Justice

Laverne Cox Just Made History

May 16th 2016

Laverne Cox has been a major advocate for transgender visibility in Hollywood, and her next role is a groundbreaking and historic step for the trans community.

The "Orange is the New Black" star will appear in the legal drama "Doubt," as the first first recurring transgender character played by a transgender actor on broadcast television. In the show — which was just picked up by CBS, according to Deadline — Cox will play Ivy League lawyer Cameron Wirth, Jezebel reported.

More transgender characters in TV and film haven't guaranteed parts to trans actors.

In recent years, Oscar nominated films like "Dallas Buyers Club" and "The Danish Girl," along with the critically acclaimed television series "Transparent" have been lauded for brining transgender characters to the screen. But they've also been criticized for casting cisgender actors to play transgender characters.

"When you cast a cis actor you are stealing that role from a trans actor," reporter Naith Payton wrote in an opinion piece on Pink News. "In our cis-centric society, trans actors do not get the opportunities that cis actors do, they are deliberately held back and marginalised [sic]. For many trans actors, trans roles are the only roles they will ever get."

Though Cox has been hesitant to openly criticize specific cisgender actors and projects, she told Bustle that she believed the market contributed these casting decisions.

"It’s about business and we are in, as bell hooks calls it, Imperialist White Supremacist Capitalist Patriarchy, so that market forces can’t be dismissed when casting decisions are made," she told Bustle at the Opportunity Agenda's Creative Change Awards in 2014.

Casting director Risa Bramon Garcia told Cosmopolitan she had seen more calls for transgender parts in recent years, but that the industry still needed to educate itself and become more aware of trans performers.

"The good thing about buzz is that it will hopefully translate into roles that are created for trans actors or that are open to trans actors," Garcia told Cosmo. "I personally don't know a ton of trans actors, so I need to educate myself. Also, it's the responsibility of the trans community and any trans actor to make him or herself, or themselves, known. It's an interesting struggle that we're all going through. The good news is that there's a hunger to solve this."

Transgender visibility is still a work in progress.

GLAAD's 2015-2016 report on diversity in scripted television found that while trans visibility has improved, there is still a long way to go.
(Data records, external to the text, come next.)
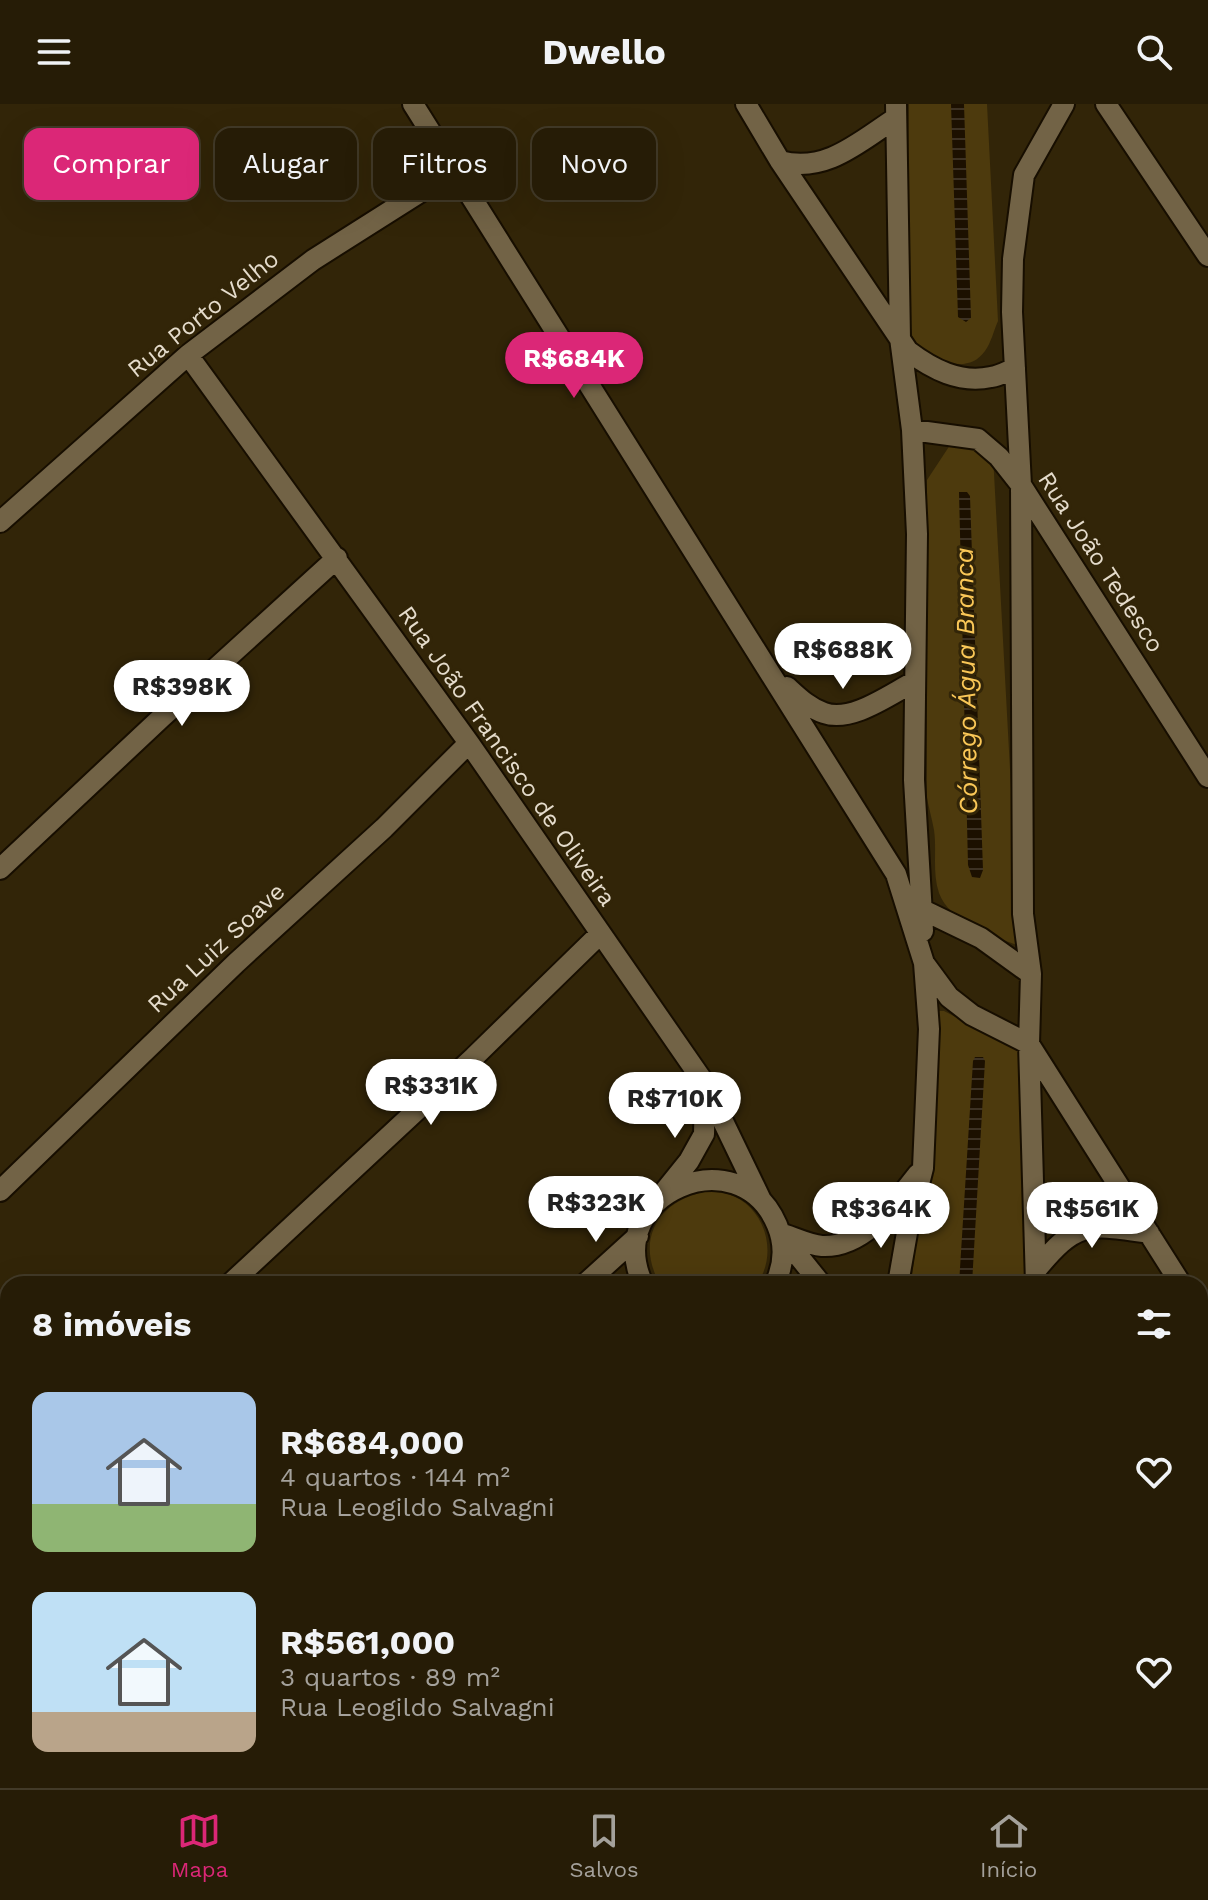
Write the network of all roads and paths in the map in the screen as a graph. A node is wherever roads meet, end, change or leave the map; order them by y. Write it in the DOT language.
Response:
graph roads {
  1 [pos="413,104"];
  2 [pos="746,104"];
  3 [pos="1054,104"];
  4 [pos="1063,104"];
  5 [pos="1106,104"];
  6 [pos="896,111"];
  7 [pos="428,128"];
  8 [pos="780,161"];
  9 [pos="408,200"];
  10 [pos="474,200"];
  11 [pos="1208,256"];
  12 [pos="900,338"];
  13 [pos="188,355"];
  14 [pos="1015,368"];
  15 [pos="912,430"];
  16 [pos="1021,485"];
  17 [pos="0,522"];
  18 [pos="337,558"];
  19 [pos="772,674"];
  20 [pos="914,682"];
  21 [pos="469,743"];
  22 [pos="1208,777"];
  23 [pos="0,869"];
  24 [pos="923,910"];
  25 [pos="600,934"];
  26 [pos="924,963"];
  27 [pos="1031,974"];
  28 [pos="1029,1044"];
  29 [pos="705,1084"];
  30 [pos="923,1168"];
  31 [pos="0,1191"];
  32 [pos="658,1200"];
  33 [pos="761,1200"];
  34 [pos="780,1233"];
  35 [pos="1149,1233"];
  36 [pos="638,1236"];
  37 [pos="239,1276"];
  38 [pos="594,1276"];
  39 [pos="641,1276"];
  40 [pos="777,1276"];
  41 [pos="815,1276"];
  42 [pos="899,1276"];
  43 [pos="1036,1276"];
  44 [pos="1037,1276"];
  45 [pos="1176,1276"];
  1 -- 7 [label="street"];
  2 -- 8 [label="street"];
  3 -- 4 [label="street"];
  4 -- 14 [label="street"];
  5 -- 11 [label="street"];
  6 -- 8 [label="street"];
  6 -- 12 [label="street"];
  8 -- 12 [label="street"];
  9 -- 13 [label="street, Rua Porto Velho"];
  10 -- 19 [label="street"];
  12 -- 14 [label="street"];
  12 -- 15 [label="street"];
  13 -- 17 [label="street, Rua Porto Velho"];
  13 -- 18 [label="street, Rua João Francisco de Oliveira"];
  14 -- 16 [label="street"];
  15 -- 16 [label="street, Rua João Tedesco"];
  15 -- 20 [label="street"];
  16 -- 22 [label="street, Rua João Tedesco"];
  16 -- 27 [label="street"];
  18 -- 21 [label="street, Rua João Francisco de Oliveira"];
  18 -- 23 [label="street"];
  19 -- 20 [label="street"];
  19 -- 26 [label="street"];
  20 -- 24 [label="street"];
  21 -- 25 [label="street, Rua João Francisco de Oliveira"];
  21 -- 31 [label="street, Rua Luiz Soave"];
  24 -- 26 [label="street"];
  24 -- 27 [label="street"];
  25 -- 29 [label="street, Rua João Francisco de Oliveira"];
  25 -- 37 [label="street"];
  26 -- 28 [label="street"];
  26 -- 30 [label="street"];
  27 -- 28 [label="street"];
  28 -- 35 [label="street"];
  28 -- 43 [label="street"];
  29 -- 32 [label="street"];
  29 -- 33 [label="street, Rua João Francisco de Oliveira"];
  30 -- 34 [label="street"];
  30 -- 42 [label="street"];
  32 -- 33 [label="street"];
  32 -- 36 [label="street"];
  33 -- 34 [label="street, Rua João Francisco de Oliveira"];
  34 -- 40 [label="street"];
  34 -- 41 [label="street"];
  35 -- 44 [label="street"];
  35 -- 45 [label="street"];
  36 -- 38 [label="street"];
  36 -- 39 [label="street"];
}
GLAAD reported:

"There are no transgender characters counted on primetime broadcast programming, while only three recurring trans characters were counted on cable (2%). Streaming series boast the highest percentage of trans characters at 7% (4) with two notably being series leads. Of the seven trans characters counted, only one was a transgender man."

Popular shows have also been criticized for catering to negative and defamatory tropes about transgender people — portraying them as duplicitous, criminal, or as stereotypical sex workers. The show "Pretty Little Liars" received considerable backlash for its "big reveal," in which the series' anonymous villain was determined to be a transgender character played by a cisgender actress.

As ATTN: has previously reported, when an episode of the "X-Files" reboot included a trans character played by a trans actress, she was stereotypically cast as a crack-smoking truck-stop prostitute, which many critics and journalists believed pandered to transphobic stereotypes.

“As more shows begin to include transgender characters and stories, we’d like to see them moving beyond the transition narrative, and include more trans men, who remain largely invisible in mainstream media," GLAAD’s Director of Programs for Transgender Media, Nick Adams, said in the report. "It’s also important that we see more diverse depictions of the transgender community, including more trans people of color, and characters of different ages, economic statuses, and sexual orientations."